His ears remained alert for Galkin’s return.
He turned the brass clasp lock and opened the flap. The bag was stuffed with papers. He saw the inside pocket he’d been instructed to look for. Pulled the tracker out of his right pocket, quickly peeled off the paper on the adhesive, and holding the tracker carefully, stuck his hand into the intended briefcase pocket.
And he listened . . . because if Galkin returned right now and saw him with his hand inside the briefcase, there would be no way out. No way to explain what he was doing. Nothing he could think of quickly, anyway.
Swiftly now, he slipped the tracker into the bottom pocket, sticky side out so it would adhere to the inside of the pocket. He patted the tracker into place.
He closed the flap of the briefcase, turned the clasp, and looked up.

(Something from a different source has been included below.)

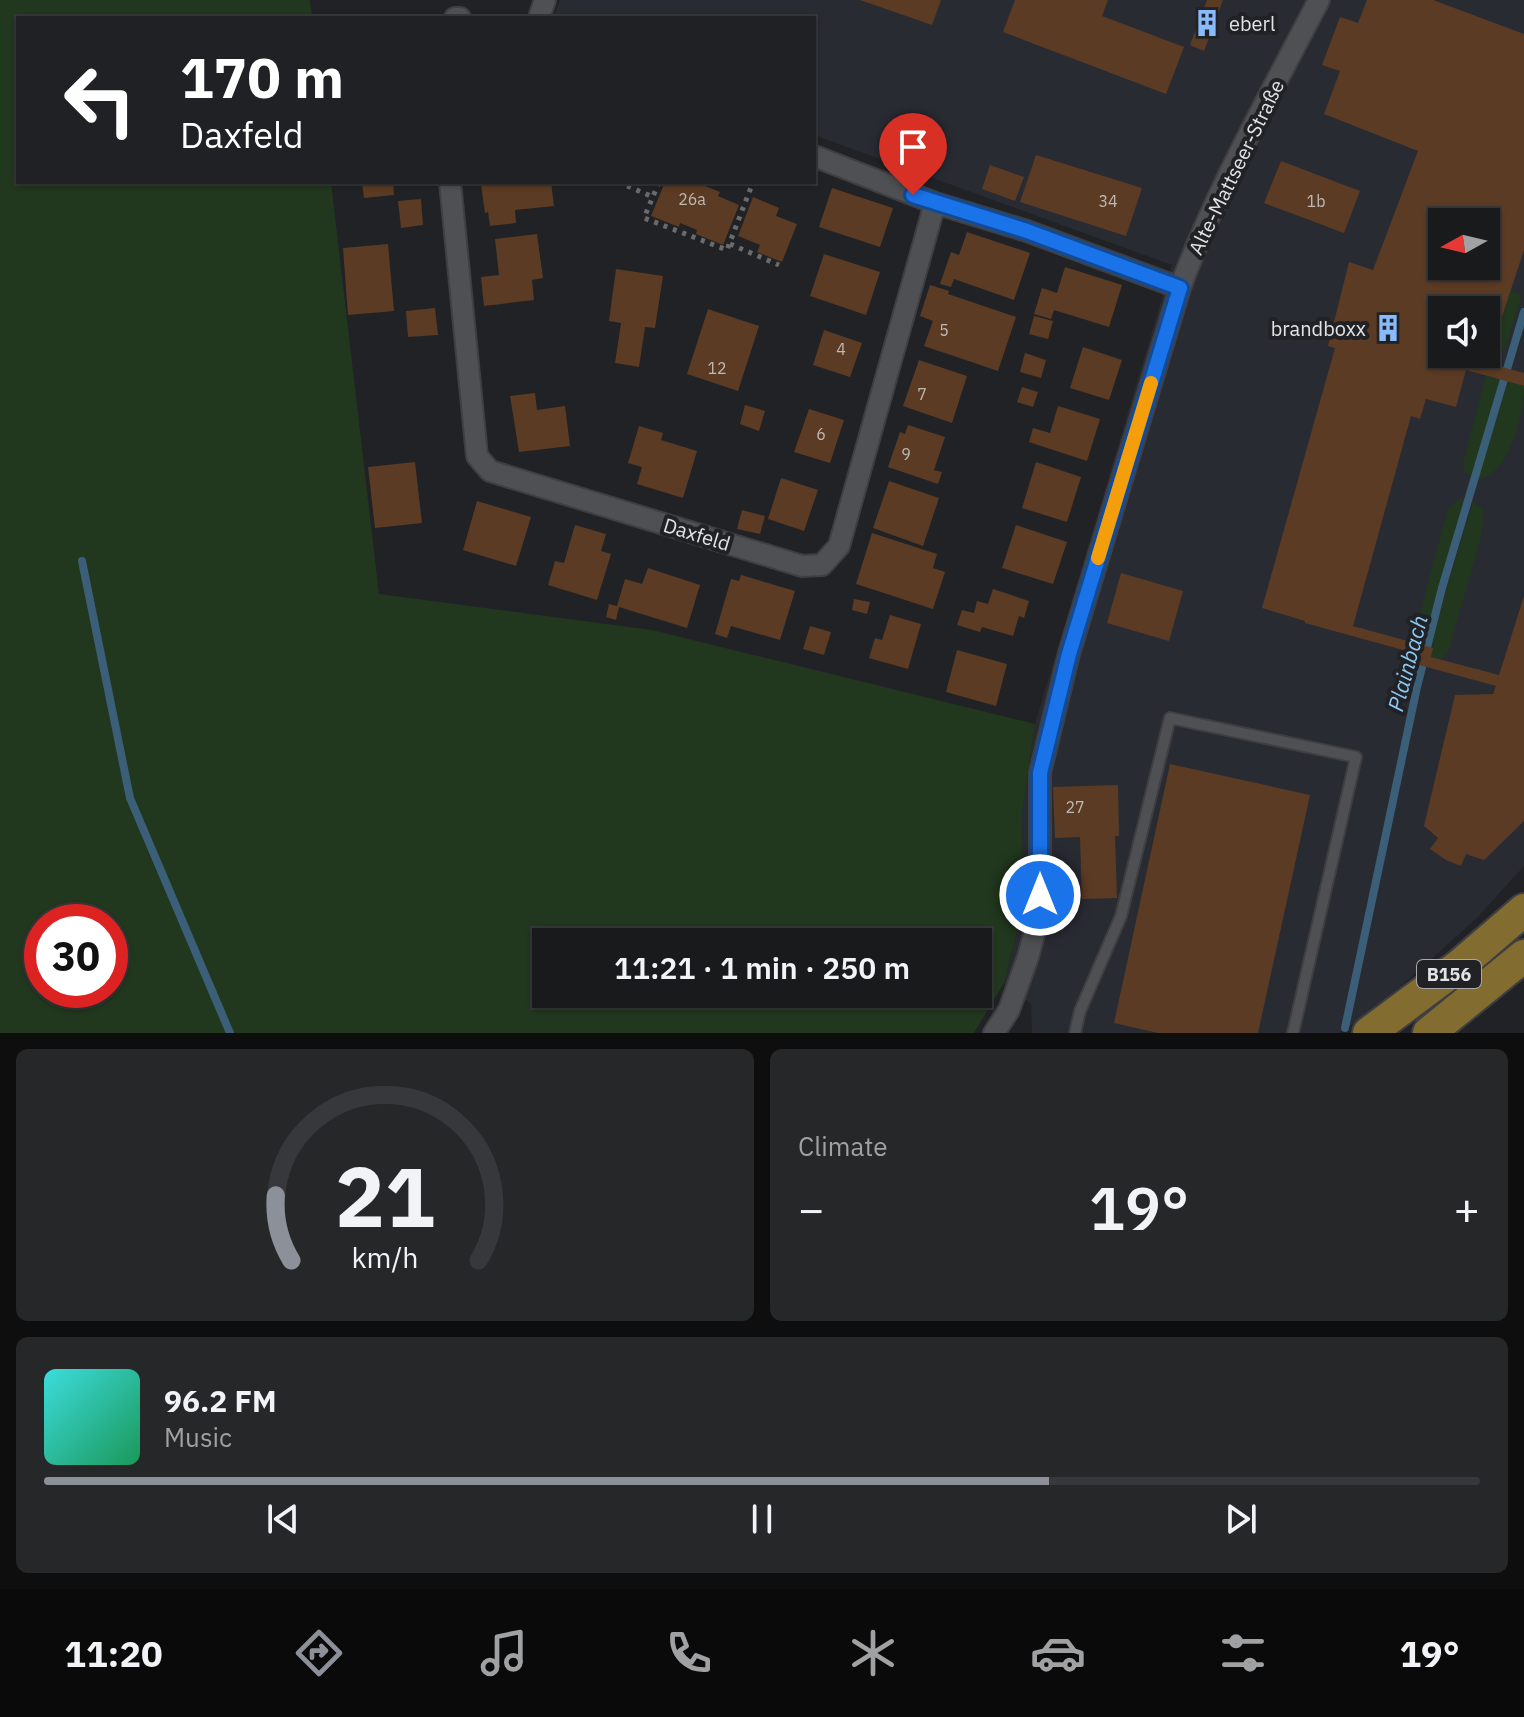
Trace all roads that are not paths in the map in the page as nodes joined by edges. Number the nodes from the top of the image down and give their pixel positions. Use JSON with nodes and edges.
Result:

Arkady was standing there watching him.
It had been an unexpectedly quick pee.
Paul’s heart rocketed. He held up the briefcase, his face flushed. “What is this, hand-rubbed calfskin?” he croaked with an admiring smile.
Galkin, smiled, seemingly flattered, and looked as if he were about to say something when the doorbell rang. It was nine o’clock exactly. The Russian turned to let Berzin in.
“Good morning,” Berzin said.
Paul stood up as Berzin entered the suite. The chief of security eyed him suspiciously. He, too, was wearing a suit. Paul wondered where the two men were going, and if they were going together.
62
Tatyana was just waking up when Paul returned to their suite, her sleep mask pushed up into her nest of tangled hair. “Where were you?” she asked.
“Meeting with your dad,” he said. Fifteen minutes after planting it, he was still anxious about the tracker. If it were discovered, he’d be the obvious culprit. Galkin had seen him with the briefcase, but did he suspect anything? And maybe Berzin would search his boss’s briefcase. Paul didn’t want to think about that possibility.
“When do you get finished with meetings today? Lunchtime again?”
“Probably,” he said.
“Mama wants to see you again. Lunch or dinner today. Tomorrow we’re leaving.”
Paul, however, had something to do this afternoon. He couldn’t use the line again about just being a tourist. That wasn’t a good enough excuse to get out of lunch or dinner. So he said, “I have to leave the afternoon open for a business lunch and all that. Let me join you two for dinner.”
While she was in the shower, he took out the second iPhone from his suitcase, switched it on and opened Signal.It’s done, he messaged Aaron.
Congratulations, came the reply a minute later.Better late than never.
*
After another series of pointless-seeming morning meetings with more potential clients, there was indeed a business lunch at a two-Michelin-starred restaurant called Twins Garden, run by twin brothers. Farm-to-table modern cuisine, dishes that resembled Magritte paintings, and an exhaustive wine list. After lunch, his two colleagues asked Paul to join them on a tour of the Kremlin Armoury, the Imperial Treasury, and the Diamond Fund, which housed the crown jewels, the ivory throne of Ivan the Terrible, and the Kremlin’s collection of ten Fabergé eggs.
But he turned them down, claiming he was going to join his wife. A plausible excuse.
In truth, he wanted to find the woman who had made Arkady Galkin rich.
*
The closest Metro stop was Mayakovskaya, named for the famous Russian futurist poet Vladimir Mayakovsky. The entrance was half a block away, just past a KFC. An escalator took him deep underground. He’d read about how deeply into the ground the Moscow Metro system was dug: deep enough for its stations to serve as bomb shelters for the citizens during wartime. But he wasn’t prepared for how stunning it was. Chandeliers and marble columns, vaulted ceilings with vibrant mosaics depicting scenes of Soviet life and glorifying the past achievements of the Soviet Union. Soft lighting created a warm glow.
A few other people entered the station when he did, but they didn’t seem to be following him, at least as far as he could tell. At a ticket machine, he saw that a single trip cost 57 rubles. He bought a day ticket for 265 rubles, about 3 dollars. The signs were in both Russian and English, fortunately. After a moment’s confusion, he saw that he needed to take the brown line, Koltsevaya. After several changes, he exited at the Baumanskaya station. This one was far plainer, though it did have a mural of Vladimir Ilyich Lenin looking heroic.
Paul took the steep escalator up to the street and saw before him a huge, beige wedding cake of a building built in the Stalinist Empire style: the Bauman Moscow State Technical University, from which Arkady Galkin had graduated over fifty years before. The entrance to the building was red stone with heavy columns bedecked with statues of both ancient gods and renowned Soviet scientists. Paul entered and, after a while, found on the first floor the library. In his crude Russian, he said to the first librarian he encountered, a small man with a thick thatch of prematurely gray hair, “I am looking for a yearbook for 1969.”
The man replied quickly in Russian with a scowl, seeming to correct him. Then he switched to English. “Are you student? Tourist?”
“My father graduated from Bauman in 1969.”